Sunday, December 19, 2004

Living with Junk

We are always faced with junk everyday, handbills at our doorsteps, junk in our snail and electronic mail boxes, and junk in our bins.

In my blacklist for junk producers, ERA property agents top the list of paper junk. Before mail boxes were modified to refrain from targets of junk, I used to receive an average of fifteen to twenty handbills from ERA per week. These days I still receive junk papers from ERA at my doorsteps, and they serve as reminders not to use them when I need to sell my house. That is the kind of reaction consumers will get as a result of persistent junk marketing. I sometimes wonder whether anyone tells companies like them how many trees they are killing each day to use this form of marketing which is not only ineffective, but also a waste of everybody's time. Is it therefore justifiable for a handful of responses to result in the immense volume of junk being created?

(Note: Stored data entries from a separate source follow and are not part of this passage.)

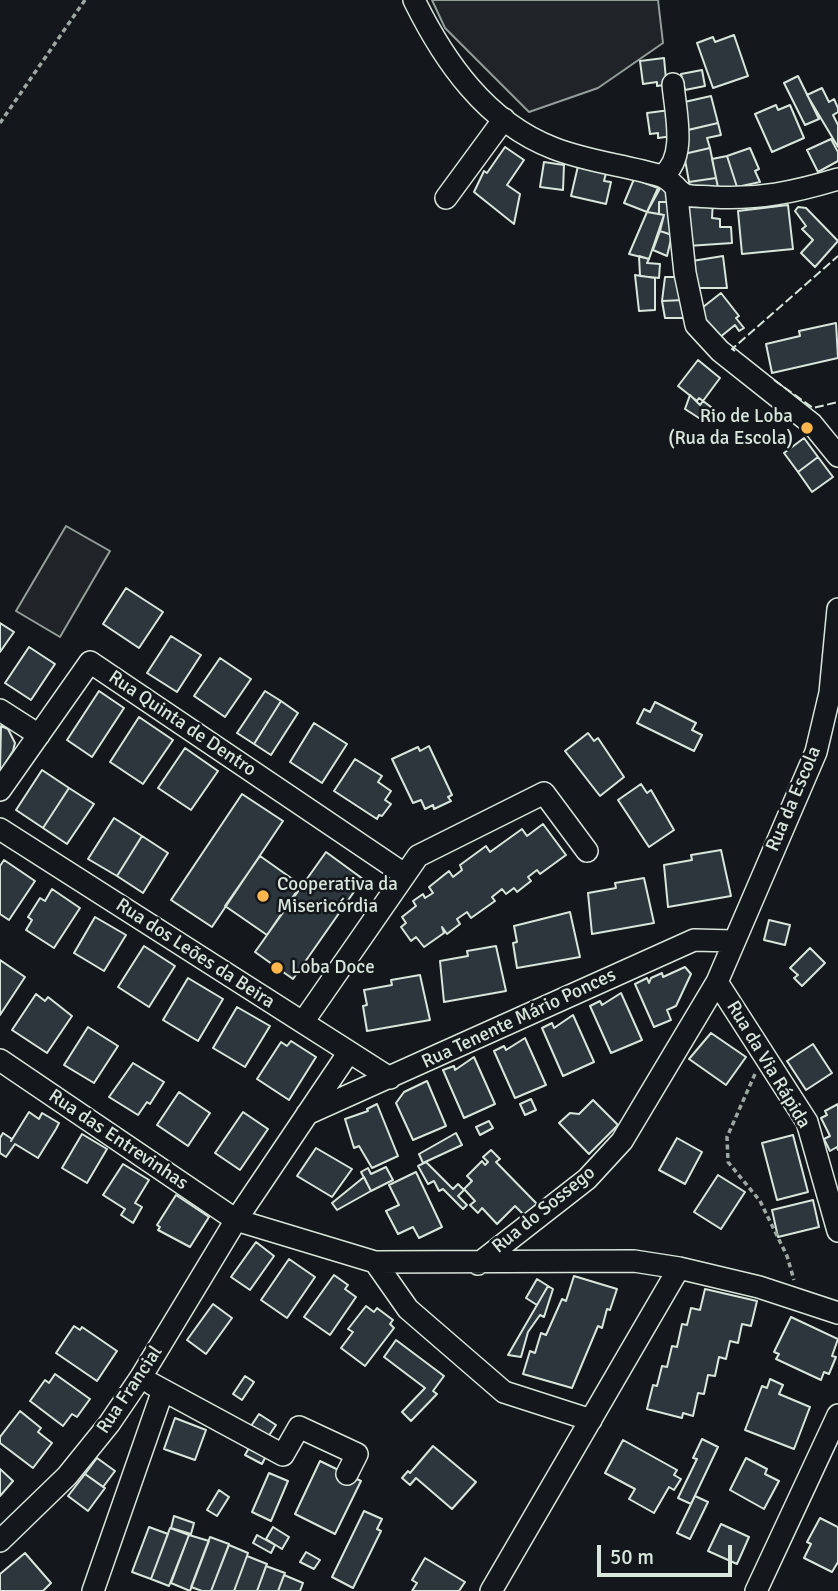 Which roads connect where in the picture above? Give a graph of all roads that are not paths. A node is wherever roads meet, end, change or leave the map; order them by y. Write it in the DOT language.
graph roads {
  1 [pos="414,0"];
  2 [pos="673,84"];
  3 [pos="504,119"];
  4 [pos="838,179"];
  5 [pos="669,182"];
  6 [pos="446,198"];
  7 [pos="838,456"];
  8 [pos="838,609"];
  9 [pos="835,695"];
  10 [pos="0,710"];
  11 [pos="838,720"];
  12 [pos="40,735"];
  13 [pos="816,752"];
  14 [pos="0,790"];
  15 [pos="0,829"];
  16 [pos="587,851"];
  17 [pos="404,874"];
  18 [pos="733,941"];
  19 [pos="717,982"];
  20 [pos="303,1022"];
  21 [pos="349,1052"];
  22 [pos="0,1060"];
  23 [pos="390,1078"];
  24 [pos="307,1114"];
  25 [pos="236,1220"];
  26 [pos="838,1231"];
  27 [pos="375,1262"];
  28 [pos="478,1264"];
  29 [pos="679,1268"];
  30 [pos="838,1313"];
  31 [pos="141,1377"];
  32 [pos="163,1390"];
  33 [pos="838,1416"];
  34 [pos="591,1420"];
  35 [pos="347,1474"];
  36 [pos="0,1541"];
  37 [pos="93,1591"];
  38 [pos="491,1591"];
  39 [pos="756,1591"];
  1 -- 3 [label="street"];
  2 -- 5 [label="street"];
  3 -- 5 [label="street"];
  3 -- 6 [label="street"];
  4 -- 5 [label="street"];
  5 -- 7 [label="street"];
  8 -- 9 [label="street, Rua da Escola"];
  9 -- 13 [label="street, Rua da Escola"];
  10 -- 12 [label="street"];
  11 -- 13 [label="street"];
  12 -- 14 [label="street, Rua Quinta de Dentro"];
  12 -- 17 [label="street, Rua Quinta de Dentro"];
  13 -- 18 [label="street, Rua da Escola"];
  15 -- 20 [label="street, Rua dos Leões da Beira"];
  16 -- 17 [label="street"];
  17 -- 20 [label="street"];
  18 -- 19 [label="street, Rua do Sossego"];
  18 -- 23 [label="street, Rua Tenente Mário Ponces"];
  19 -- 26 [label="street, Rua da Via Rápida"];
  19 -- 28 [label="street, Rua do Sossego"];
  20 -- 21 [label="street, Rua dos Leões da Beira"];
  21 -- 23 [label="street, Rua dos Leões da Beira"];
  21 -- 24 [label="street"];
  22 -- 25 [label="street, Rua das Entrevinhas"];
  23 -- 24 [label="street, Rua Tenente Mário Ponces"];
  24 -- 25 [label="street"];
  25 -- 27 [label="street, Rua do Sossego"];
  25 -- 31 [label="street, Rua Francial"];
  27 -- 28 [label="street, Rua do Sossego"];
  27 -- 34 [label="street"];
  28 -- 29 [label="street"];
  29 -- 30 [label="street"];
  29 -- 34 [label="street"];
  31 -- 32 [label="street"];
  31 -- 36 [label="street, Rua Francial"];
  32 -- 35 [label="street"];
  32 -- 37 [label="street"];
  33 -- 39 [label="street"];
  34 -- 38 [label="street"];
} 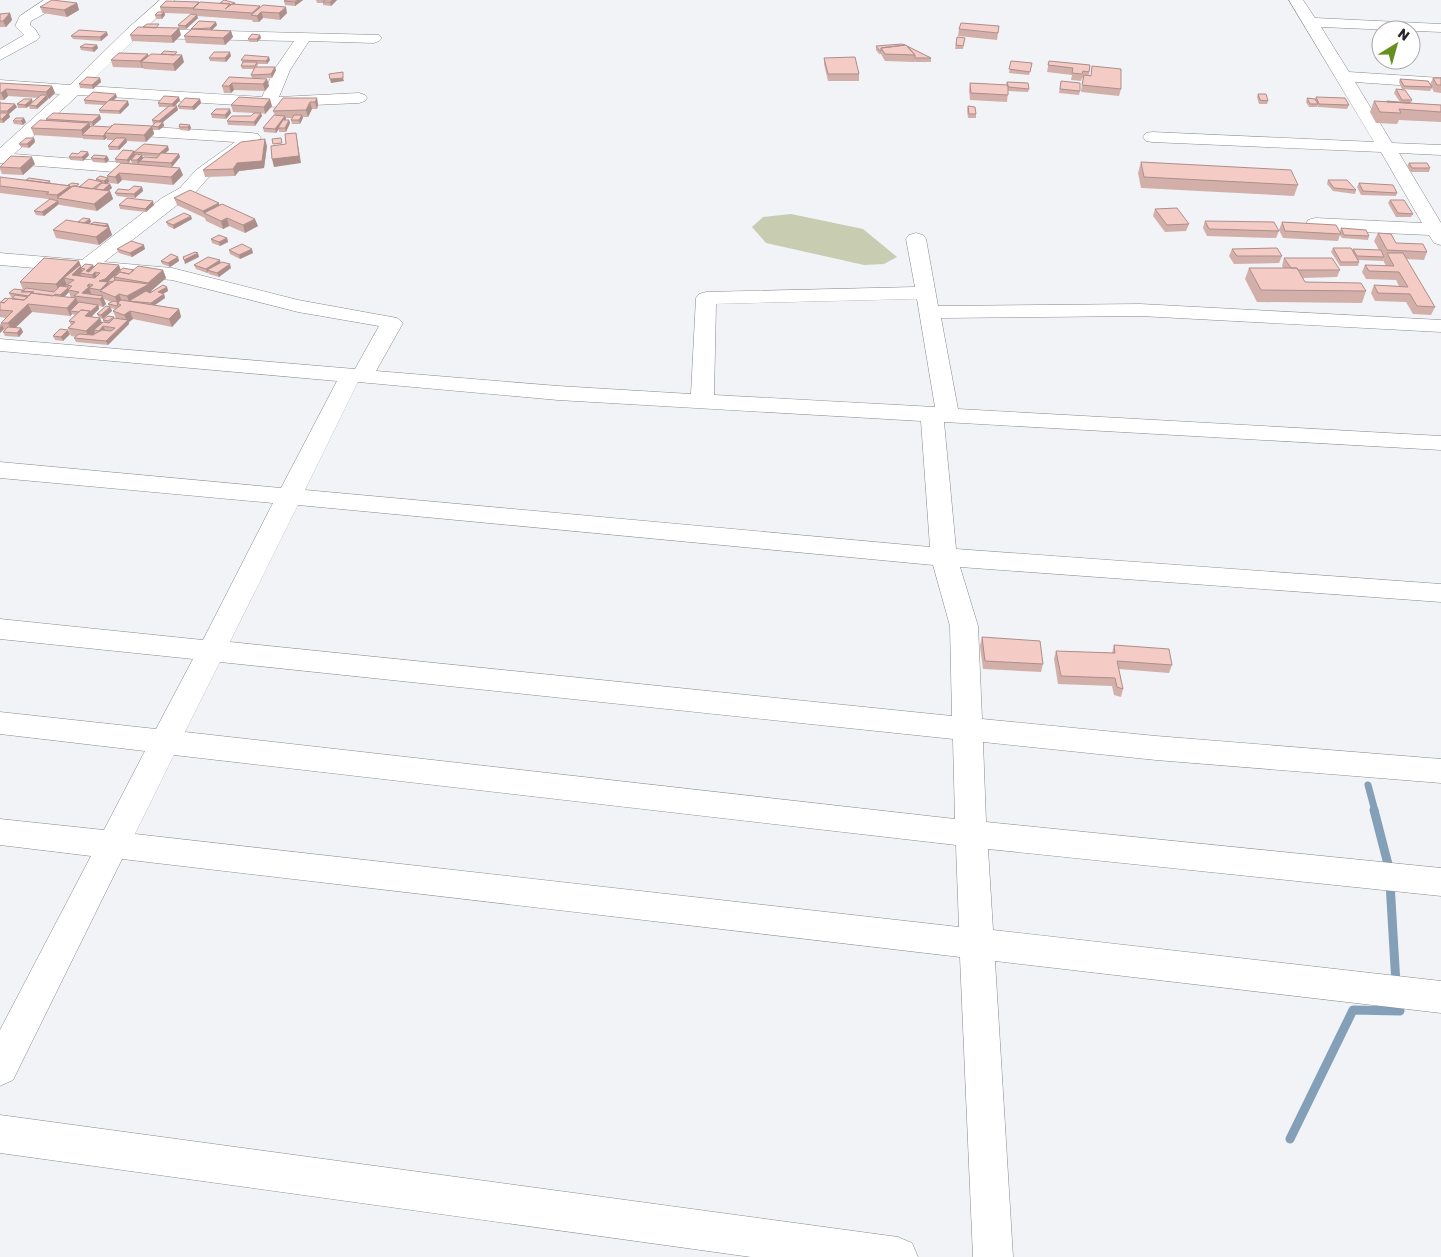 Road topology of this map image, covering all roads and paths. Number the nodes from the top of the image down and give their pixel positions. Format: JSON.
{"nodes":[{"id":1,"x":52,"y":0,"type":"edge"},
{"id":2,"x":168,"y":0,"type":"edge"},
{"id":3,"x":1296,"y":0,"type":"edge"},
{"id":4,"x":1310,"y":22,"type":"junction"},
{"id":5,"x":1441,"y":28,"type":"edge"},
{"id":6,"x":131,"y":33,"type":"junction"},
{"id":7,"x":304,"y":37,"type":"junction"},
{"id":8,"x":374,"y":38,"type":"dead end"},
{"id":9,"x":0,"y":55,"type":"edge"},
{"id":10,"x":1344,"y":76,"type":"junction"},
{"id":11,"x":1441,"y":83,"type":"edge"},
{"id":12,"x":0,"y":86,"type":"edge"},
{"id":13,"x":73,"y":90,"type":"junction"},
{"id":14,"x":359,"y":98,"type":"dead end"},
{"id":15,"x":270,"y":111,"type":"junction"},
{"id":16,"x":38,"y":126,"type":"junction"},
{"id":17,"x":58,"y":127,"type":"edge"},
{"id":18,"x":97,"y":129,"type":"edge"},
{"id":19,"x":1152,"y":137,"type":"dead end"},
{"id":20,"x":252,"y":138,"type":"junction"},
{"id":21,"x":1387,"y":148,"type":"junction"},
{"id":22,"x":1441,"y":150,"type":"edge"},
{"id":23,"x":0,"y":158,"type":"edge"},
{"id":24,"x":202,"y":174,"type":"junction"},
{"id":25,"x":1315,"y":224,"type":"edge"},
{"id":26,"x":1439,"y":233,"type":"edge"},
{"id":27,"x":916,"y":239,"type":"dead end"},
{"id":28,"x":0,"y":259,"type":"edge"},
{"id":29,"x":87,"y":266,"type":"junction"},
{"id":30,"x":929,"y":303,"type":"junction"},
{"id":31,"x":1441,"y":326,"type":"edge"},
{"id":32,"x":0,"y":345,"type":"edge"},
{"id":33,"x":357,"y":376,"type":"junction"},
{"id":34,"x":702,"y":401,"type":"junction"},
{"id":35,"x":940,"y":415,"type":"junction"},
{"id":36,"x":1441,"y":443,"type":"edge"},
{"id":37,"x":0,"y":470,"type":"edge"},
{"id":38,"x":290,"y":496,"type":"junction"},
{"id":39,"x":944,"y":557,"type":"junction"},
{"id":40,"x":1441,"y":593,"type":"edge"},
{"id":41,"x":0,"y":629,"type":"edge"},
{"id":42,"x":212,"y":651,"type":"junction"},
{"id":43,"x":0,"y":723,"type":"edge"},
{"id":44,"x":966,"y":728,"type":"junction"},
{"id":45,"x":165,"y":742,"type":"junction"},
{"id":46,"x":1441,"y":771,"type":"edge"},
{"id":47,"x":0,"y":832,"type":"edge"},
{"id":48,"x":971,"y":834,"type":"junction"},
{"id":49,"x":113,"y":845,"type":"junction"},
{"id":50,"x":1441,"y":882,"type":"edge"},
{"id":51,"x":976,"y":944,"type":"junction"},
{"id":52,"x":1441,"y":996,"type":"edge"},
{"id":53,"x":0,"y":1068,"type":"edge"},
{"id":54,"x":0,"y":1134,"type":"edge"},
{"id":55,"x":898,"y":1257,"type":"edge"},
{"id":56,"x":993,"y":1257,"type":"edge"}],
"edges":[{"from":1,"to":9,"type":"street"},
{"from":2,"to":6,"type":"street"},
{"from":3,"to":4,"type":"street"},
{"from":4,"to":5,"type":"street"},
{"from":4,"to":10,"type":"street"},
{"from":6,"to":7,"type":"street"},
{"from":6,"to":13,"type":"street"},
{"from":7,"to":8,"type":"street"},
{"from":7,"to":15,"type":"street"},
{"from":10,"to":11,"type":"street"},
{"from":10,"to":21,"type":"street"},
{"from":12,"to":13,"type":"street"},
{"from":13,"to":15,"type":"street"},
{"from":13,"to":16,"type":"street"},
{"from":14,"to":15,"type":"street"},
{"from":15,"to":20,"type":"street"},
{"from":16,"to":17,"type":"street"},
{"from":16,"to":23,"type":"street"},
{"from":18,"to":20,"type":"street"},
{"from":19,"to":21,"type":"street"},
{"from":20,"to":24,"type":"street"},
{"from":21,"to":22,"type":"street"},
{"from":21,"to":26,"type":"street"},
{"from":23,"to":24,"type":"street"},
{"from":24,"to":29,"type":"street"},
{"from":25,"to":26,"type":"street"},
{"from":27,"to":30,"type":"street"},
{"from":28,"to":29,"type":"street"},
{"from":29,"to":33,"type":"street"},
{"from":30,"to":31,"type":"street"},
{"from":30,"to":34,"type":"street"},
{"from":30,"to":35,"type":"street"},
{"from":32,"to":33,"type":"street"},
{"from":33,"to":34,"type":"street"},
{"from":33,"to":38,"type":"street"},
{"from":34,"to":35,"type":"street"},
{"from":35,"to":36,"type":"street"},
{"from":35,"to":39,"type":"street"},
{"from":37,"to":38,"type":"street"},
{"from":38,"to":39,"type":"street"},
{"from":38,"to":42,"type":"street"},
{"from":39,"to":40,"type":"street"},
{"from":39,"to":44,"type":"street"},
{"from":41,"to":42,"type":"street"},
{"from":42,"to":44,"type":"street"},
{"from":42,"to":45,"type":"street"},
{"from":43,"to":45,"type":"street"},
{"from":44,"to":46,"type":"street"},
{"from":44,"to":48,"type":"street"},
{"from":45,"to":48,"type":"street"},
{"from":45,"to":49,"type":"street"},
{"from":47,"to":49,"type":"street"},
{"from":48,"to":50,"type":"street"},
{"from":48,"to":51,"type":"street"},
{"from":49,"to":51,"type":"street"},
{"from":49,"to":53,"type":"street"},
{"from":51,"to":52,"type":"street"},
{"from":51,"to":56,"type":"street"},
{"from":54,"to":55,"type":"street"}]} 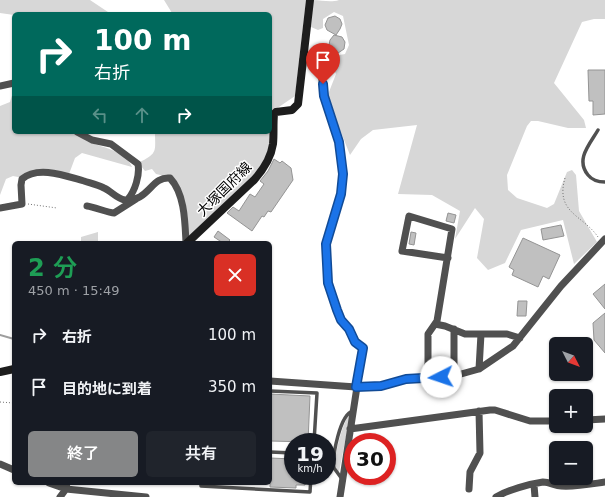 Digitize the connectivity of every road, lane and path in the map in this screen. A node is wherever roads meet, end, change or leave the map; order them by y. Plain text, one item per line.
1 (310, 0) edge
2 (303, 60) junction
3 (12, 83) edge
4 (0, 86) edge
5 (598, 130) dead end
6 (81, 134) edge
7 (565, 178) dead end
8 (605, 182) edge
9 (128, 199) junction
10 (137, 199) junction
11 (22, 204) junction
12 (87, 206) dead end
13 (0, 208) edge
14 (57, 208) dead end
15 (186, 241) edge
16 (188, 241) edge
17 (604, 241) edge
18 (448, 258) junction
19 (435, 324) junction
20 (454, 329) junction
21 (481, 334) junction
22 (520, 338) junction
23 (12, 369) edge
24 (479, 369) junction
25 (0, 372) edge
26 (454, 376) junction
27 (428, 377) junction
28 (272, 381) edge
29 (356, 387) junction
30 (272, 391) edge
31 (0, 402) edge
32 (12, 403) edge
33 (479, 411) junction
34 (353, 412) junction
35 (605, 419) edge
36 (593, 420) edge
37 (549, 421) edge
38 (350, 429) junction
39 (315, 433) edge
40 (336, 442) edge
41 (272, 452) edge
42 (284, 453) edge
43 (0, 464) edge
44 (12, 469) edge
45 (336, 471) edge
46 (342, 479) junction
47 (605, 482) edge
48 (534, 484) junction
49 (201, 485) edge
50 (233, 485) edge
51 (310, 485) edge
52 (67, 486) edge
53 (232, 488) junction
54 (469, 489) dead end
55 (60, 497) edge
56 (130, 497) edge
57 (146, 497) edge
58 (340, 497) edge
59 (496, 497) edge
60 (535, 497) edge

1 - 2 main road, 大塚国府線
2 - 16 main road, 大塚国府線
2 - 29 street
3 - 4 street
5 - 8 lane
6 - 9 street
7 - 17 path
9 - 10 street
9 - 11 street
10 - 12 street
10 - 15 street
11 - 13 street
11 - 14 path
17 - 22 street
18 - 18 street
18 - 19 street
19 - 20 street
19 - 27 street
20 - 21 street
20 - 26 street
21 - 22 street
21 - 24 street
22 - 24 street
23 - 25 main road
24 - 26 street
26 - 27 street
27 - 29 street
28 - 29 street
29 - 34 street
30 - 39 lane
31 - 32 path
33 - 37 street
33 - 38 street
33 - 54 street
34 - 38 street
34 - 40 lane
35 - 36 street
38 - 46 street
41 - 42 lane
43 - 44 street
45 - 46 lane
46 - 58 street
47 - 48 street
48 - 59 street
48 - 60 street
49 - 53 lane
50 - 53 lane
51 - 53 lane
52 - 55 street
52 - 56 street
56 - 57 street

Another kind of junk is the marketing e-mails we receive in our electronic mail boxes. The creators of such junk are the e-Marketers who often use net crawlers to obtain every e-mail addresses available on the Internet in order to send materials of their products or services using spiral marketing that persistent send junk to our e-mail accounts. Attempts to filter all e-mail junk through conditional settings in e-mail systems cannot completely eliminate or place junk into the trash automatically, hence it is quite fruitless to spend too much money on such filtering software applications.

Till this day, there is still no perfect method of eliminating junk in e-mail systems, and despite that, iDA has proposed in their legislation for an opt-out regime in electronic marketing. This means in essence that marketers can now send junk e-mails to anyone in Singapore legally or put anyone's e-mail address in their permanent mailing list for regular spamming, so long as the individual do not opt out from such marketing materials. This idea of opting out or unsubscribe from a mailing list is however impractical, because getting in is easy, but getting out is not. In fact, by sending an unsubscribe request, devious marketers can use the information as a confirmation of e-mail address validity and hence result in more marketing targets.

For more information on the proposed legislation on e-mail marketing and spamming, please read my article to The Straits Times forum page, "
Opt out of proposed law."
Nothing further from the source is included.